*** Opening of STORED DATA ***

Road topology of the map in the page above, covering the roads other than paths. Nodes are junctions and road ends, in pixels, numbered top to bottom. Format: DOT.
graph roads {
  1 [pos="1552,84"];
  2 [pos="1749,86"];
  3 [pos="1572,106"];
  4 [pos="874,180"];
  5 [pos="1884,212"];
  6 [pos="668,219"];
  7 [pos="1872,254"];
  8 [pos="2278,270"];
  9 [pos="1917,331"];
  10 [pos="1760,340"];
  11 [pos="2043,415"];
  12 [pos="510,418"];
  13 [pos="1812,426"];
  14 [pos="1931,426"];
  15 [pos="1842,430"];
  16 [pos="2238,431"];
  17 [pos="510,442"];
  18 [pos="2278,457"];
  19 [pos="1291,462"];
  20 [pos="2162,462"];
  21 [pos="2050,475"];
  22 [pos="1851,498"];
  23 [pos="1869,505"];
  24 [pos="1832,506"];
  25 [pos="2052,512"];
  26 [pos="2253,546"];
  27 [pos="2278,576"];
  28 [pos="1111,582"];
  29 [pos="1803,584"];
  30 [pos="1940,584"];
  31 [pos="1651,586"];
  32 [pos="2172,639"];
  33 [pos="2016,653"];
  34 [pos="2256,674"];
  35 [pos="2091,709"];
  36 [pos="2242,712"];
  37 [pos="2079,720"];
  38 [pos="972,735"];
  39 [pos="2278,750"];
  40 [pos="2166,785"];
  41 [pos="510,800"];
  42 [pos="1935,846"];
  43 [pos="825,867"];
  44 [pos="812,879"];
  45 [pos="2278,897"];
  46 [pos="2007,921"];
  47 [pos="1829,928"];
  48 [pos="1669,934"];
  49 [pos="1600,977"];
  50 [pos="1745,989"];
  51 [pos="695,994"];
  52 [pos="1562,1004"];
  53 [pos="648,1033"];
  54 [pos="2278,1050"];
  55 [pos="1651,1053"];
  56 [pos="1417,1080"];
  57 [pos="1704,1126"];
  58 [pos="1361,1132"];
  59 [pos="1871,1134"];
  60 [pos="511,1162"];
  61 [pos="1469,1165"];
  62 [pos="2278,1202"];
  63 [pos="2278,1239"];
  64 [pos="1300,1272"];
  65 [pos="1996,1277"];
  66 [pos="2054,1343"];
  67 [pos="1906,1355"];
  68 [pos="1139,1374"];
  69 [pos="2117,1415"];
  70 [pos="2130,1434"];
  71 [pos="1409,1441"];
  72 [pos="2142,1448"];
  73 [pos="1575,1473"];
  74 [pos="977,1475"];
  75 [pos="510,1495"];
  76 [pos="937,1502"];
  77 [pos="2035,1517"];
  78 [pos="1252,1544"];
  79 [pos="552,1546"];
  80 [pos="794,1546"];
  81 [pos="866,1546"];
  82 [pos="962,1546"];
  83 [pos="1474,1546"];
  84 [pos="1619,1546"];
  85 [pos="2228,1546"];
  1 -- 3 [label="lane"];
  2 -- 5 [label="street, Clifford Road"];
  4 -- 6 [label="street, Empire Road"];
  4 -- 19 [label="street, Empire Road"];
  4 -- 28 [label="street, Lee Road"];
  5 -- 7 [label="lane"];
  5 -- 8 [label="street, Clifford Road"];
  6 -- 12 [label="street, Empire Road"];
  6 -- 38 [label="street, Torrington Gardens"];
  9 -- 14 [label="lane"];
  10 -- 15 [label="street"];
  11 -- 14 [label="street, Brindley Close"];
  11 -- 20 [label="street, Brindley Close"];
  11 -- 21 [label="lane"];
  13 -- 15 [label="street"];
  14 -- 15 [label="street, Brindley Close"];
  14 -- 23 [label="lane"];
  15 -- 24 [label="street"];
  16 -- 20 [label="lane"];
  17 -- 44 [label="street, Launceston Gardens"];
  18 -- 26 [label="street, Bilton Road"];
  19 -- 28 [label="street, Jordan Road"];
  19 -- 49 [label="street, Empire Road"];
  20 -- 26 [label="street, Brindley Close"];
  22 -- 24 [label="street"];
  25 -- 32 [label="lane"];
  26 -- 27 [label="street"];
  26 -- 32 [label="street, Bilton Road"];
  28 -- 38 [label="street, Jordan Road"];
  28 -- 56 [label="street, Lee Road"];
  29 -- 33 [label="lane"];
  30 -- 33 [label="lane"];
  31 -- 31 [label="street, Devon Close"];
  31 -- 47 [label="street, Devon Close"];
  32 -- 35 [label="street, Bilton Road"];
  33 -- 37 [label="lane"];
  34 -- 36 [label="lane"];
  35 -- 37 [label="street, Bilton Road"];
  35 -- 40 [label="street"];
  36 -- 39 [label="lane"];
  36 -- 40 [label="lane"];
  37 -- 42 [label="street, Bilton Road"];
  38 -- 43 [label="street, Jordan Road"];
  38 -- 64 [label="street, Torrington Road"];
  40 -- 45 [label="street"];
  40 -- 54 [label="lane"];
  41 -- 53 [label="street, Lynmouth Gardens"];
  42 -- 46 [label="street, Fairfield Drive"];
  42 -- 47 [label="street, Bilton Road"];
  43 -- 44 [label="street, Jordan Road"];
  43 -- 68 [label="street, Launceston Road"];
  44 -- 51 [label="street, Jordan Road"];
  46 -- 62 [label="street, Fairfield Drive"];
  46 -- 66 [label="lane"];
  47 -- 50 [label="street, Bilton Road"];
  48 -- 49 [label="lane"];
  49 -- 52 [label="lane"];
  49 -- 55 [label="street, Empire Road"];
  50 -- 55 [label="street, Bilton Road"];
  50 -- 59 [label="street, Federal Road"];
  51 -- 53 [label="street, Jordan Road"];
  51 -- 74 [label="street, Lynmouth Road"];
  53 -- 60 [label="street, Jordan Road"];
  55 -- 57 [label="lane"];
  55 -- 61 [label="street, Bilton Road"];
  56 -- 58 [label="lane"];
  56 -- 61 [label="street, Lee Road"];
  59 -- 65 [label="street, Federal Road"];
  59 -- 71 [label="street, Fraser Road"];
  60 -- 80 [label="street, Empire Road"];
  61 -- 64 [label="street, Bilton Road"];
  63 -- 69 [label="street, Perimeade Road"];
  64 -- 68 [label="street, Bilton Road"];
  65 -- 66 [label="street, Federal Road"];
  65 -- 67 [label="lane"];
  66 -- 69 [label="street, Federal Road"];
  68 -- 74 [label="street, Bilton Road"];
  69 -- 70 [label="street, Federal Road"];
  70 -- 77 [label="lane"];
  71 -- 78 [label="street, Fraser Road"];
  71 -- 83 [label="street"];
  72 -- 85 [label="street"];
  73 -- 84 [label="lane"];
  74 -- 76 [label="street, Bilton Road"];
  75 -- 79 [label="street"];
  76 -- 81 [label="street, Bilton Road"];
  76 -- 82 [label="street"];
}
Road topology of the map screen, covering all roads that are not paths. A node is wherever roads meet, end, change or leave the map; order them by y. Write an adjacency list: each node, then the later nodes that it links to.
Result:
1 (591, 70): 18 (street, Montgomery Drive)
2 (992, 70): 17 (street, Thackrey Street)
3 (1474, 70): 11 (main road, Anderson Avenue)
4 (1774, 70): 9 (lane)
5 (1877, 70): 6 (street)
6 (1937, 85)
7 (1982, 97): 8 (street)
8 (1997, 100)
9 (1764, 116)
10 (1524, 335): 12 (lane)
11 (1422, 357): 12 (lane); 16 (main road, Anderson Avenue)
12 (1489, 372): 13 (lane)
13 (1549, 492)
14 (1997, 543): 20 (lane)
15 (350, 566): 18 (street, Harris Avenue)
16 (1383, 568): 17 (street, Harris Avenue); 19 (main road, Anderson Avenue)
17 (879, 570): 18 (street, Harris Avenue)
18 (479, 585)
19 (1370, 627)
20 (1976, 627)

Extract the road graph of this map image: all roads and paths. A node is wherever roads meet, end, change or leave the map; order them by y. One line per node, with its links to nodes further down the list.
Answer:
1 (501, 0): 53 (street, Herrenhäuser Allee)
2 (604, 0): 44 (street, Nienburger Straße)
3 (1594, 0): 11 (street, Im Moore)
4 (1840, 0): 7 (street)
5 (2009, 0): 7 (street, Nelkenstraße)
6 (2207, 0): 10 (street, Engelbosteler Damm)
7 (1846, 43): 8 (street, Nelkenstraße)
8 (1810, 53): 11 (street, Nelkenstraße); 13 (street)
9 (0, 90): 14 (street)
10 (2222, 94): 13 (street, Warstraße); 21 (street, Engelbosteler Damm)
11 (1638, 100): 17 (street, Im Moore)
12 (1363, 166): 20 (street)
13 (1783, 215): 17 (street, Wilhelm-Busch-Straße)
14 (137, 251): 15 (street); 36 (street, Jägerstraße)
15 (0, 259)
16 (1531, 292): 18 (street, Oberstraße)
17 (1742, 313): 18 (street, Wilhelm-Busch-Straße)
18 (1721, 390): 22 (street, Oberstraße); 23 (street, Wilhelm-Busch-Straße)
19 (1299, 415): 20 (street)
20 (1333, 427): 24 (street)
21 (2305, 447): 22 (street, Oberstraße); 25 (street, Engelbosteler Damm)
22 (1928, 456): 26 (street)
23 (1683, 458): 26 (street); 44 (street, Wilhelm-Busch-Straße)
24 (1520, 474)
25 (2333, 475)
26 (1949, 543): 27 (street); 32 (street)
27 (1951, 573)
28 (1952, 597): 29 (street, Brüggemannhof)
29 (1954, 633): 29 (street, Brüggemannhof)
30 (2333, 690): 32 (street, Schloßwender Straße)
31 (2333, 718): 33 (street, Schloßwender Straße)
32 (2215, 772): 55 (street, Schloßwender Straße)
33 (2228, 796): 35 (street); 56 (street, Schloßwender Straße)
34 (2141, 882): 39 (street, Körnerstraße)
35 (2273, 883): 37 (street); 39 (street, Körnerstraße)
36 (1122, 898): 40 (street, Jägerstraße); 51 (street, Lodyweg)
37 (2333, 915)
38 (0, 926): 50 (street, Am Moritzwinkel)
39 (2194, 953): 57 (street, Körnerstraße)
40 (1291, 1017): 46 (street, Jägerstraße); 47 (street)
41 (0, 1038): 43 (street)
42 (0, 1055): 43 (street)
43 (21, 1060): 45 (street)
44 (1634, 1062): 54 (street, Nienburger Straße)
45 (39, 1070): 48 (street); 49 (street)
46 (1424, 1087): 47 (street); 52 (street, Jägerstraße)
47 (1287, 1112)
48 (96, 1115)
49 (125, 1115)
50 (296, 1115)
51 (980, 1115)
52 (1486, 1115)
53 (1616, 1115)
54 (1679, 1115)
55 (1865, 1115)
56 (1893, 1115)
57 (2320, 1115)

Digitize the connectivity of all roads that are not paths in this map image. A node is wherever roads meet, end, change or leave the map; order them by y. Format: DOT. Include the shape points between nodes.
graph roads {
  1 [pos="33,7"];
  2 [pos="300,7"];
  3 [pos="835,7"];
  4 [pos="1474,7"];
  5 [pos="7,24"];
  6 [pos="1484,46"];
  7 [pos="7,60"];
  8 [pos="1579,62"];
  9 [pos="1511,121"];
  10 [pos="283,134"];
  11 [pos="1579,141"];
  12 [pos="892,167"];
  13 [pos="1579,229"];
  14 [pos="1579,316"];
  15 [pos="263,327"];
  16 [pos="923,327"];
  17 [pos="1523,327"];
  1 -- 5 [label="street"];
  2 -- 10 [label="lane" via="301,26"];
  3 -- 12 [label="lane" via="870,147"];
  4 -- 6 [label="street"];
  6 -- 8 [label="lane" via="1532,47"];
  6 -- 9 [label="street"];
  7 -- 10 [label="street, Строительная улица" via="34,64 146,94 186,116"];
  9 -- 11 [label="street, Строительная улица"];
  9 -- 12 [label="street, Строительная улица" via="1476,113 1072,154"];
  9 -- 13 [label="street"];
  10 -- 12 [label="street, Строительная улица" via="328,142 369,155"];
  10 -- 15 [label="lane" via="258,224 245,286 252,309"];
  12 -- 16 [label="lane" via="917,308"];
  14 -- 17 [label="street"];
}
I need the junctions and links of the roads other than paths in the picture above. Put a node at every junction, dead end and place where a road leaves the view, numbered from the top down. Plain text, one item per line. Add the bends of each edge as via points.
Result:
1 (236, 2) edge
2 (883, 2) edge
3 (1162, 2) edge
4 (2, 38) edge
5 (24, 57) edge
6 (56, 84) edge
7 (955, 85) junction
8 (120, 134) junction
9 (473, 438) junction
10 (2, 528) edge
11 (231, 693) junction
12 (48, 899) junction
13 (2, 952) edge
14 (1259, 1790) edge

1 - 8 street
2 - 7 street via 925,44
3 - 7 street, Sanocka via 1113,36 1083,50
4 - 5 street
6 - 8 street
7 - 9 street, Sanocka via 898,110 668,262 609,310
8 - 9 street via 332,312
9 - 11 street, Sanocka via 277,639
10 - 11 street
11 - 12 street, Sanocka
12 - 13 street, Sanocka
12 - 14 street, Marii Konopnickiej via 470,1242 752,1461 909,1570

*** Close of STORED DATA ***

= WHAT THE TASK ASKS =
If a line of the records includes the string "down", copy it out.

= TASK RESULT =
Extract the road graph of this map image: all roads and paths. A node is wherever roads meet, end, change or leave the map; order them by y. One line per node, with its links to nodes further down the list.
I need the junctions and links of the roads other than paths in the picture above. Put a node at every junction, dead end and place where a road leaves the view, numbered from the top down. Plain text, one item per line. Add the bends of each edge as via points.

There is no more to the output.